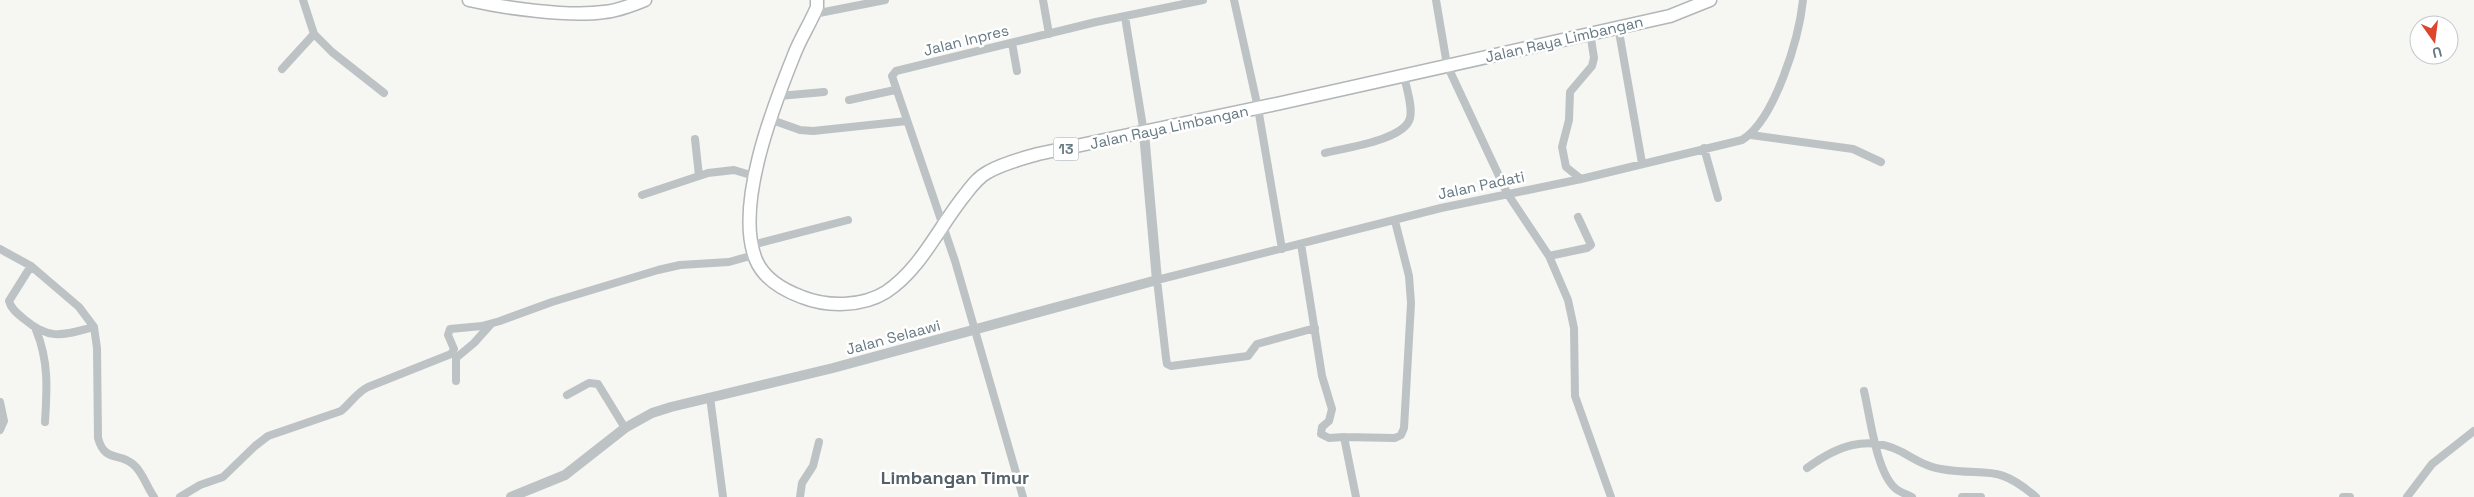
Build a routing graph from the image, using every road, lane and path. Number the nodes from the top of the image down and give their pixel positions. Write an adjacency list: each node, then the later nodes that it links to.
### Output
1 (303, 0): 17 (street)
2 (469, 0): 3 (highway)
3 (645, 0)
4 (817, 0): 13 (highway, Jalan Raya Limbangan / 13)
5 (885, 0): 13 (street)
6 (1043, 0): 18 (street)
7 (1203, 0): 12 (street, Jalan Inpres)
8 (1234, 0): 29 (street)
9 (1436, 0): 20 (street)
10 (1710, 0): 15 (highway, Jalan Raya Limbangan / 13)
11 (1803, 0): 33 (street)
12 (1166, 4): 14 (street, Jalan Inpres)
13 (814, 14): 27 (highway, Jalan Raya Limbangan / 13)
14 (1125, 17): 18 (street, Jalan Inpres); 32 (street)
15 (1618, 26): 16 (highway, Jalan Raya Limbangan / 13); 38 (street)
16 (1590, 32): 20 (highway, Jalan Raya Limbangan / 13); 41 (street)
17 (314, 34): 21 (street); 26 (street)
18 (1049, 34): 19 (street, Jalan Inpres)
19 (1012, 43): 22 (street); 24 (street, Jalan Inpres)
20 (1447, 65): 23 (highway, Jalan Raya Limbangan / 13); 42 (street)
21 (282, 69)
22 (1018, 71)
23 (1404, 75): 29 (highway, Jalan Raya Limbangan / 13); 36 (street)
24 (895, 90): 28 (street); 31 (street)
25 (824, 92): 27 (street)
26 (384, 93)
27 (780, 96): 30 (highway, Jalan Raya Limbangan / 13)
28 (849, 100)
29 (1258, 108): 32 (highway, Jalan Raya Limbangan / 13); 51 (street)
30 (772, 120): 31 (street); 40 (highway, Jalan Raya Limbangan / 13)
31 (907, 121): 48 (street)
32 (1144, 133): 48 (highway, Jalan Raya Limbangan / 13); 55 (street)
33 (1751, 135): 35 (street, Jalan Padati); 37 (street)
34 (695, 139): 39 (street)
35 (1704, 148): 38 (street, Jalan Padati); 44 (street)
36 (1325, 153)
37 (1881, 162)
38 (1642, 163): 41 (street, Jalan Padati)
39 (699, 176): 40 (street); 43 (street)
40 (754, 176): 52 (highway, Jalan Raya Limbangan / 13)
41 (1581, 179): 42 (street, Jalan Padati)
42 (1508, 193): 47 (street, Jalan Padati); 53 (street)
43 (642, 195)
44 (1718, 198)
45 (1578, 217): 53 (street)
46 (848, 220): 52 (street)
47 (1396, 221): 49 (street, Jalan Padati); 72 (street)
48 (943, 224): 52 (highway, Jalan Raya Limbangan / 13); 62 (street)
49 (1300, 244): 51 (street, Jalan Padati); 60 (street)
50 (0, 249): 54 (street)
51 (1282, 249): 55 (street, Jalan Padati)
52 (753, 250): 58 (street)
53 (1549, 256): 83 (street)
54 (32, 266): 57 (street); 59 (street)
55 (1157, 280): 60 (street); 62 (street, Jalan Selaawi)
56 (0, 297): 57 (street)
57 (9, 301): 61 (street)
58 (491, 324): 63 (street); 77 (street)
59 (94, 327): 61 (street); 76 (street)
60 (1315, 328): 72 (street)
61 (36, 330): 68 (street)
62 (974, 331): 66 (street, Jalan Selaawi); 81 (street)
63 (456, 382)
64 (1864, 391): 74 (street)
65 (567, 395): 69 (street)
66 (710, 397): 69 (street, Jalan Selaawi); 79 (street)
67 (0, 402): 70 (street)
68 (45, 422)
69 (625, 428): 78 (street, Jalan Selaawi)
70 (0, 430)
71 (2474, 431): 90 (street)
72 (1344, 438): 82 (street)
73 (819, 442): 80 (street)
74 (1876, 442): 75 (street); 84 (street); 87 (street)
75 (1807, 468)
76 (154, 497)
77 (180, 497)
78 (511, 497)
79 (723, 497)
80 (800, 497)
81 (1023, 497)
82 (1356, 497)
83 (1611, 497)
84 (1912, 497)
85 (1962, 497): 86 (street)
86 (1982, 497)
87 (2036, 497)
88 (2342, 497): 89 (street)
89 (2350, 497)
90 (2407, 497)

━━━━━━━━━━━━━━━━━━━━

When an image appears in the data, skip it and output the rest exactly.

Response to this exercise -
Build a routing graph from the image, using every road, lane and path. Number the nodes from the top of the image down and give their pixel positions. Write an adjacency list: each node, then the later nodes that it links to.
### Output
1 (303, 0): 17 (street)
2 (469, 0): 3 (highway)
3 (645, 0)
4 (817, 0): 13 (highway, Jalan Raya Limbangan / 13)
5 (885, 0): 13 (street)
6 (1043, 0): 18 (street)
7 (1203, 0): 12 (street, Jalan Inpres)
8 (1234, 0): 29 (street)
9 (1436, 0): 20 (street)
10 (1710, 0): 15 (highway, Jalan Raya Limbangan / 13)
11 (1803, 0): 33 (street)
12 (1166, 4): 14 (street, Jalan Inpres)
13 (814, 14): 27 (highway, Jalan Raya Limbangan / 13)
14 (1125, 17): 18 (street, Jalan Inpres); 32 (street)
15 (1618, 26): 16 (highway, Jalan Raya Limbangan / 13); 38 (street)
16 (1590, 32): 20 (highway, Jalan Raya Limbangan / 13); 41 (street)
17 (314, 34): 21 (street); 26 (street)
18 (1049, 34): 19 (street, Jalan Inpres)
19 (1012, 43): 22 (street); 24 (street, Jalan Inpres)
20 (1447, 65): 23 (highway, Jalan Raya Limbangan / 13); 42 (street)
21 (282, 69)
22 (1018, 71)
23 (1404, 75): 29 (highway, Jalan Raya Limbangan / 13); 36 (street)
24 (895, 90): 28 (street); 31 (street)
25 (824, 92): 27 (street)
26 (384, 93)
27 (780, 96): 30 (highway, Jalan Raya Limbangan / 13)
28 (849, 100)
29 (1258, 108): 32 (highway, Jalan Raya Limbangan / 13); 51 (street)
30 (772, 120): 31 (street); 40 (highway, Jalan Raya Limbangan / 13)
31 (907, 121): 48 (street)
32 (1144, 133): 48 (highway, Jalan Raya Limbangan / 13); 55 (street)
33 (1751, 135): 35 (street, Jalan Padati); 37 (street)
34 (695, 139): 39 (street)
35 (1704, 148): 38 (street, Jalan Padati); 44 (street)
36 (1325, 153)
37 (1881, 162)
38 (1642, 163): 41 (street, Jalan Padati)
39 (699, 176): 40 (street); 43 (street)
40 (754, 176): 52 (highway, Jalan Raya Limbangan / 13)
41 (1581, 179): 42 (street, Jalan Padati)
42 (1508, 193): 47 (street, Jalan Padati); 53 (street)
43 (642, 195)
44 (1718, 198)
45 (1578, 217): 53 (street)
46 (848, 220): 52 (street)
47 (1396, 221): 49 (street, Jalan Padati); 72 (street)
48 (943, 224): 52 (highway, Jalan Raya Limbangan / 13); 62 (street)
49 (1300, 244): 51 (street, Jalan Padati); 60 (street)
50 (0, 249): 54 (street)
51 (1282, 249): 55 (street, Jalan Padati)
52 (753, 250): 58 (street)
53 (1549, 256): 83 (street)
54 (32, 266): 57 (street); 59 (street)
55 (1157, 280): 60 (street); 62 (street, Jalan Selaawi)
56 (0, 297): 57 (street)
57 (9, 301): 61 (street)
58 (491, 324): 63 (street); 77 (street)
59 (94, 327): 61 (street); 76 (street)
60 (1315, 328): 72 (street)
61 (36, 330): 68 (street)
62 (974, 331): 66 (street, Jalan Selaawi); 81 (street)
63 (456, 382)
64 (1864, 391): 74 (street)
65 (567, 395): 69 (street)
66 (710, 397): 69 (street, Jalan Selaawi); 79 (street)
67 (0, 402): 70 (street)
68 (45, 422)
69 (625, 428): 78 (street, Jalan Selaawi)
70 (0, 430)
71 (2474, 431): 90 (street)
72 (1344, 438): 82 (street)
73 (819, 442): 80 (street)
74 (1876, 442): 75 (street); 84 (street); 87 (street)
75 (1807, 468)
76 (154, 497)
77 (180, 497)
78 (511, 497)
79 (723, 497)
80 (800, 497)
81 (1023, 497)
82 (1356, 497)
83 (1611, 497)
84 (1912, 497)
85 (1962, 497): 86 (street)
86 (1982, 497)
87 (2036, 497)
88 (2342, 497): 89 (street)
89 (2350, 497)
90 (2407, 497)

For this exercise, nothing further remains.